If you don't need those functions, we could just skip them for now.

@sbrunk sbrunk force-pushed the sentencepiece branch 2 times, most recently from 69fc311 to 8bdb65d Compare July 8, 2023 13:55
@sbrunk
Copy link
Contributor Author

sbrunk commented Jul 8, 2023

I've skipped all functions triggering the error for now, to get the build and an encoding example working. The build works now except for Windows, which keeps causing symlink and path issues so I'm inclined to also disable it for now.

The one important function triggering the issue is sentencepiece::SentencePieceProcessor::Decode, I'm hoping to get that working.

I was able to get encoding working via the example, well half of the time on my mac.

/**
* To try encoding you can download an existing model, i.e.
* wget https://nlp.h-its.org/bpemb/en/en.wiki.bpe.vs10000.model
* mvn compile exec:java -e -Dexec.mainClass=SentencepieceExample -D exec.args="en.wiki.bpe.vs10000.model"
*/
public final class SentencepieceExample {
public static void main(String[] args) {
SentencePieceProcessor processor = new SentencePieceProcessor();
Status status = processor.Load(args[0]);
if (!status.ok()) {
throw new RuntimeException(status.ToString().getString());
}
IntVector ids = new IntVector();
processor.Encode("hello world!", ids);
for (int id : ids.get()) {
System.out.print(id + " ");
}
}
}

The other half it crashes even if I only instantiate the SentencePieceProcessor. From your experience, do you have any guess where to start looking first to find the cause?

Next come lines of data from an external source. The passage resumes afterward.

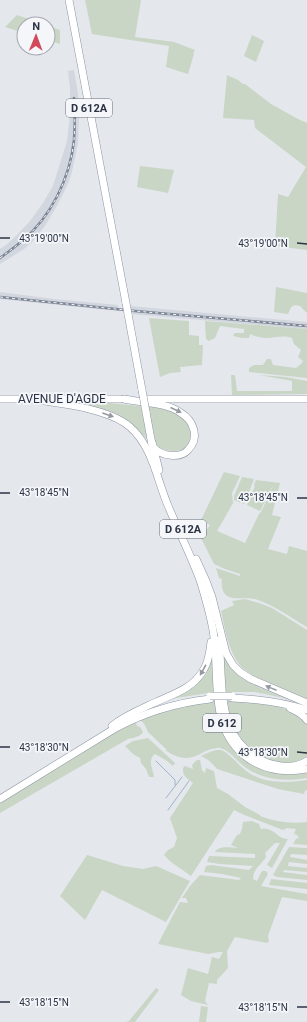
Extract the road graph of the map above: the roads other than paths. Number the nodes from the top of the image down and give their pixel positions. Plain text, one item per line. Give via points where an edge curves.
1 (69, 0) edge
2 (0, 399) edge
3 (29, 399) junction
4 (124, 399) junction
5 (307, 399) edge
6 (153, 445) junction
7 (159, 480) junction
8 (213, 617) junction
9 (232, 697) junction
10 (263, 700) junction
11 (307, 703) edge
12 (307, 709) edge
13 (141, 712) junction
14 (128, 718) junction
15 (307, 720) edge
16 (307, 761) edge
17 (307, 769) edge
18 (0, 798) edge

1 - 6 highway, D 612A, bridge
2 - 3 main road, AVENUE D'AGDE
3 - 4 main road, AVENUE D'AGDE
3 -> 7 highway via 74,406 121,420 146,446
4 - 5 main road, AVENUE D'AGDE
4 -> 6 highway via 172,408 182,413 193,427 193,443 188,451 170,455 161,453
6 - 7 highway, D 612A
6 - 8 highway, D 612A via 164,487 206,581
7 - 8 highway, D 612A
11 -> 8 highway, D 612A via 250,679 240,672 226,653
8 -> 13 highway, D 612 via 205,669 191,685
8 - 16 highway, D 612A via 220,642 224,704 232,733 249,752 272,764 289,766
8 - 17 highway, D 612 via 218,705 227,735 239,751 261,766 291,772
9 - 10 highway, D 612
9 - 12 highway, D 612 via 270,699
9 - 13 highway, D 612, bridge via 172,702
10 - 12 highway, D 612
10 - 15 highway via 294,710
13 - 14 highway, D 612
14 - 18 highway, D 612
14 - 18 highway, D 612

java(89975,0x70000b369000) malloc: *** error for object 0x103122000: pointer being freed was not allocated

@saudet
Copy link
Member

saudet commented Jul 8, 2023

Please try to set the "org.bytedeco.javacpp.nopointergc" system property to "true".

@sbrunk
Copy link
Contributor Author

sbrunk commented Jul 9, 2023

It still shows the same behaviour with nopointergc enabled.

@saudet
Copy link
Member

saudet commented Jul 9, 2023

You could try it on Linux, and if it works there, we'll know the problem is something related to Mac.

@sbrunk
Copy link
Contributor Author

sbrunk commented Jul 9, 2023

Thanks! Looks like some mac weirdness indeed as it's working fine on my Linux machine.

Perhaps it's even something weird on my local machine so think I should try the mac CI builds to see if it makes a difference. I think I've asked you this before, but right now it's not possible to download the artifacts from the CI build if they are not yet published to sonatype right?

@saudet
Copy link
Member

saudet commented Jul 9, 2023

Right, but the builds need to pass any to get anything published.

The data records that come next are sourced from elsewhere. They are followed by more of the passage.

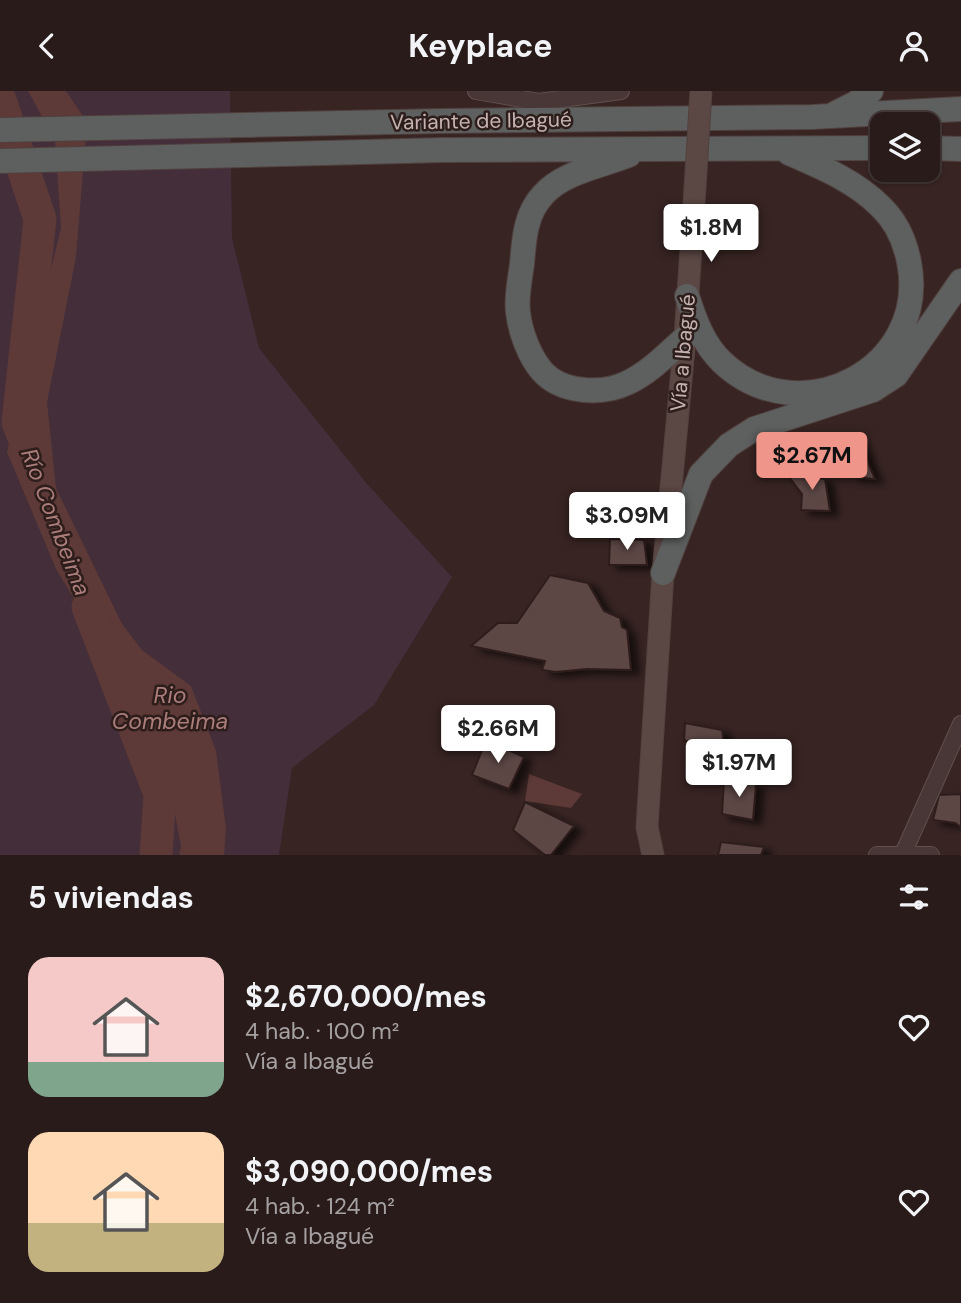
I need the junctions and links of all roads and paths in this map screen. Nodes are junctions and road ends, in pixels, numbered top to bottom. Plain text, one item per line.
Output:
1 (476, 91) edge
2 (621, 91) edge
3 (701, 91) edge
4 (871, 91) edge
5 (961, 109) edge
6 (812, 117) junction
7 (0, 130) edge
8 (648, 148) junction
9 (778, 148) junction
10 (870, 148) edge
11 (940, 148) edge
12 (961, 149) edge
13 (0, 161) edge
14 (961, 281) edge
15 (688, 296) junction
16 (685, 338) junction
17 (663, 573) junction
18 (961, 725) edge
19 (903, 854) edge
20 (653, 855) edge
21 (877, 855) edge
22 (931, 855) edge

1 - 2 street
3 - 15 main road, Vía a Ibagué, bridge
4 - 6 highway
5 - 6 highway, Variante de Ibagué
6 - 7 highway, Variante de Ibagué
8 - 9 highway, Variante de Ibagué
8 - 13 highway, Variante de Ibagué
8 - 16 highway
9 - 10 highway, Variante de Ibagué
9 - 15 highway
11 - 12 highway
14 - 17 highway
15 - 16 main road, Vía a Ibagué
16 - 17 main road, Vía a Ibagué
17 - 20 main road, Vía a Ibagué
18 - 19 street
19 - 21 street
19 - 22 street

make: *** No targets specified and no makefile found. Stop.

GNU make doesn't Visual Studio, we typically use ninja, like this:
https://github.com/bytedeco/javacpp-presets/blob/master/tvm/cppbuild.sh#L176

@sbrunk
Copy link
Contributor Author

sbrunk commented Jul 9, 2023

I figured that I can use cmake itself for building by looking at the CI of upstream sentencepiece (they're building for windows too). The windows build also surfaced a missing linker config.

So with decoding skipped, it builds on all enabled platforms now.

@sbrunk sbrunk marked this pull request as ready for review July 9, 2023 16:19
@saudet
Copy link
Member

saudet commented Jul 9, 2023

Looking good! Next, as per commits 5b31213 and 56806a7 please don't use Docker in the workflows for Linux. It's not something I'm going to maintain.

@sbrunk
Copy link
Contributor Author

sbrunk commented Jul 10, 2023

I've removed Docker and configured cross-compiling for the arm64 build.

@saudet
Copy link
Member

saudet commented Jul 11, 2023

I've removed Docker and configured cross-compiling for the arm64 build.

I can see how it works for linux-arm64, but cross-compilation is missing for macosx-arm64.

@sbrunk
Copy link
Contributor Author

sbrunk commented Jul 11, 2023

I've now tried to enable cross-building for macosx-arm64 as well.

I'm not really sure if it works as intended though, because before it seems like it linked the arm64 compiled jni lib against the x86_64 sentencepiece lib without errors. Could be due to Apple's compat layer perhaps? I guess I could try to build it locally (I have an intel mac) with this new config and try to see if the object files are different.

@sbrunk
Copy link
Contributor Author

sbrunk commented Jul 11, 2023

Ok I built both variants locally on my intel mac with maven, and I think this is what we want:

❯ mvn package --projects sentencepiece -Djavacpp.platform=macosx-x86_64
❯ lipo -info sentencepiece/cppbuild/macosx-x86_64/lib/*.a
Non-fat file: sentencepiece/cppbuild/macosx-x86_64/lib/libsentencepiece.a is architecture: x86_64
Non-fat file: sentencepiece/cppbuild/macosx-x86_64/lib/libsentencepiece_train.a is architecture: x86_64
❯ lipo -info sentencepiece/target/native/org/bytedeco/sentencepiece/macosx-x86_64/libjnisentencepiece.dylib
Non-fat file: sentencepiece/target/native/org/bytedeco/sentencepiece/macosx-x86_64/libjnisentencepiece.dylib is architecture: x86_64

❯ mvn package --projects sentencepiece -Djavacpp.platform=macosx-arm64 
❯ lipo -info sentencepiece/cppbuild/macosx-arm64/lib/*.a
Non-fat file: sentencepiece/cppbuild/macosx-arm64/lib/libsentencepiece.a is architecture: arm64
Non-fat file: sentencepiece/cppbuild/macosx-arm64/lib/libsentencepiece_train.a is architecture: arm64
❯ lipo -info sentencepiece/target/native/org/bytedeco/sentencepiece/macosx-arm64/libjnisentencepiece.dylib
Non-fat file: sentencepiece/target/native/org/bytedeco/sentencepiece/macosx-arm64/libjnisentencepiece.dylib is architecture: arm64

@sbrunk
Copy link
Contributor Author

sbrunk commented Jul 12, 2023

I'm currently mapping strings like this to make the Decode method compile:

infoMap.put(new Info("std::string").annotations("@StdString").valueTypes("String").pointerTypes("@Cast({\"char*\", \"std::string*\"}) BytePointer"))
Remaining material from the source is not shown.